■ REQUIRED ACTION ■
Would you return each record that follows word for word, without its pictures?

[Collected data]
....................

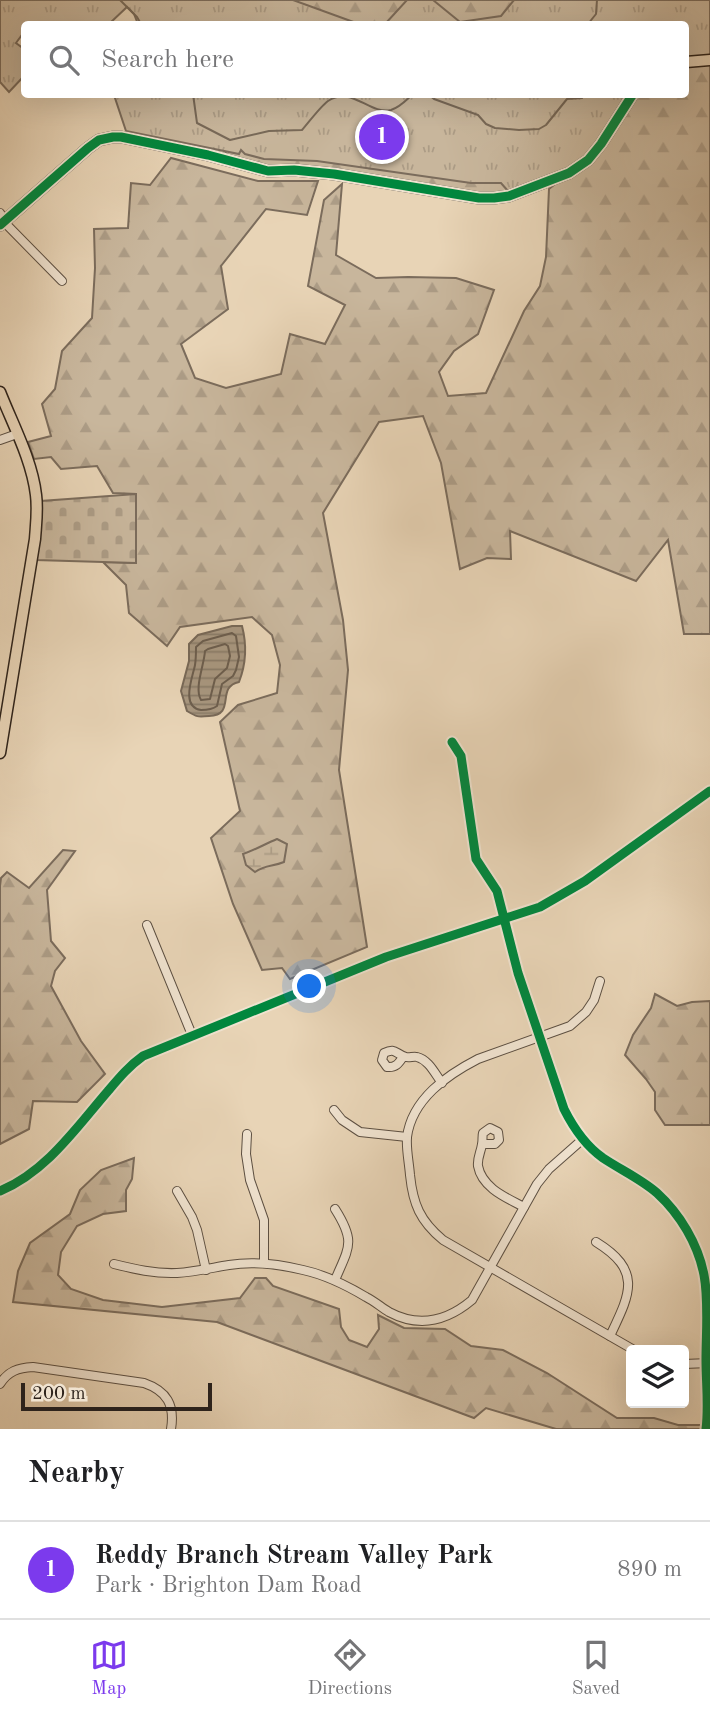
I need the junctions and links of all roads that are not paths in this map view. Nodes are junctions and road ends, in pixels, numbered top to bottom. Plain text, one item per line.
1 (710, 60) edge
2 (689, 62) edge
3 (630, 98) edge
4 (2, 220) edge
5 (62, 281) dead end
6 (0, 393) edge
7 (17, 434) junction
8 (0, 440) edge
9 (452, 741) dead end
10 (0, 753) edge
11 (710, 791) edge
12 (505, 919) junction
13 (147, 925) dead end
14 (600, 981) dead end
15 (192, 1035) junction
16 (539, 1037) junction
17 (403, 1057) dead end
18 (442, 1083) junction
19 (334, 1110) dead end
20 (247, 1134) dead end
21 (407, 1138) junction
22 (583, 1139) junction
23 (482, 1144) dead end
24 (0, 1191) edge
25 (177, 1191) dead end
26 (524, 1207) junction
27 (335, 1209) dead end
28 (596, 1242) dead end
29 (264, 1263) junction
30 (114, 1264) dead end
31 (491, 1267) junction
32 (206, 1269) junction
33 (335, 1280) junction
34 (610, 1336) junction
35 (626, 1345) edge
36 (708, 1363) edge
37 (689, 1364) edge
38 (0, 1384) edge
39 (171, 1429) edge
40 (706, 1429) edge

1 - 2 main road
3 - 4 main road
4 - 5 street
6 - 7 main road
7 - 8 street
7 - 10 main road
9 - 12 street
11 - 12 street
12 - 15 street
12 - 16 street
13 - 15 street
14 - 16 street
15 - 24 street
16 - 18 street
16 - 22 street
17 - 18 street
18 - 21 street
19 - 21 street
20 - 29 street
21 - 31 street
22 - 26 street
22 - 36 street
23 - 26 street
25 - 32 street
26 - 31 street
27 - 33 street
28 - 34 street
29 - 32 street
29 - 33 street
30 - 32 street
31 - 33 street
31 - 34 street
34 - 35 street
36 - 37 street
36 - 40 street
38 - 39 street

....................

■ REPLY TO THE EXERCISE ■
I need the junctions and links of all roads that are not paths in this map view. Nodes are junctions and road ends, in pixels, numbered top to bottom. Plain text, one item per line.
1 (710, 60) edge
2 (689, 62) edge
3 (630, 98) edge
4 (2, 220) edge
5 (62, 281) dead end
6 (0, 393) edge
7 (17, 434) junction
8 (0, 440) edge
9 (452, 741) dead end
10 (0, 753) edge
11 (710, 791) edge
12 (505, 919) junction
13 (147, 925) dead end
14 (600, 981) dead end
15 (192, 1035) junction
16 (539, 1037) junction
17 (403, 1057) dead end
18 (442, 1083) junction
19 (334, 1110) dead end
20 (247, 1134) dead end
21 (407, 1138) junction
22 (583, 1139) junction
23 (482, 1144) dead end
24 (0, 1191) edge
25 (177, 1191) dead end
26 (524, 1207) junction
27 (335, 1209) dead end
28 (596, 1242) dead end
29 (264, 1263) junction
30 (114, 1264) dead end
31 (491, 1267) junction
32 (206, 1269) junction
33 (335, 1280) junction
34 (610, 1336) junction
35 (626, 1345) edge
36 (708, 1363) edge
37 (689, 1364) edge
38 (0, 1384) edge
39 (171, 1429) edge
40 (706, 1429) edge

1 - 2 main road
3 - 4 main road
4 - 5 street
6 - 7 main road
7 - 8 street
7 - 10 main road
9 - 12 street
11 - 12 street
12 - 15 street
12 - 16 street
13 - 15 street
14 - 16 street
15 - 24 street
16 - 18 street
16 - 22 street
17 - 18 street
18 - 21 street
19 - 21 street
20 - 29 street
21 - 31 street
22 - 26 street
22 - 36 street
23 - 26 street
25 - 32 street
26 - 31 street
27 - 33 street
28 - 34 street
29 - 32 street
29 - 33 street
30 - 32 street
31 - 33 street
31 - 34 street
34 - 35 street
36 - 37 street
36 - 40 street
38 - 39 street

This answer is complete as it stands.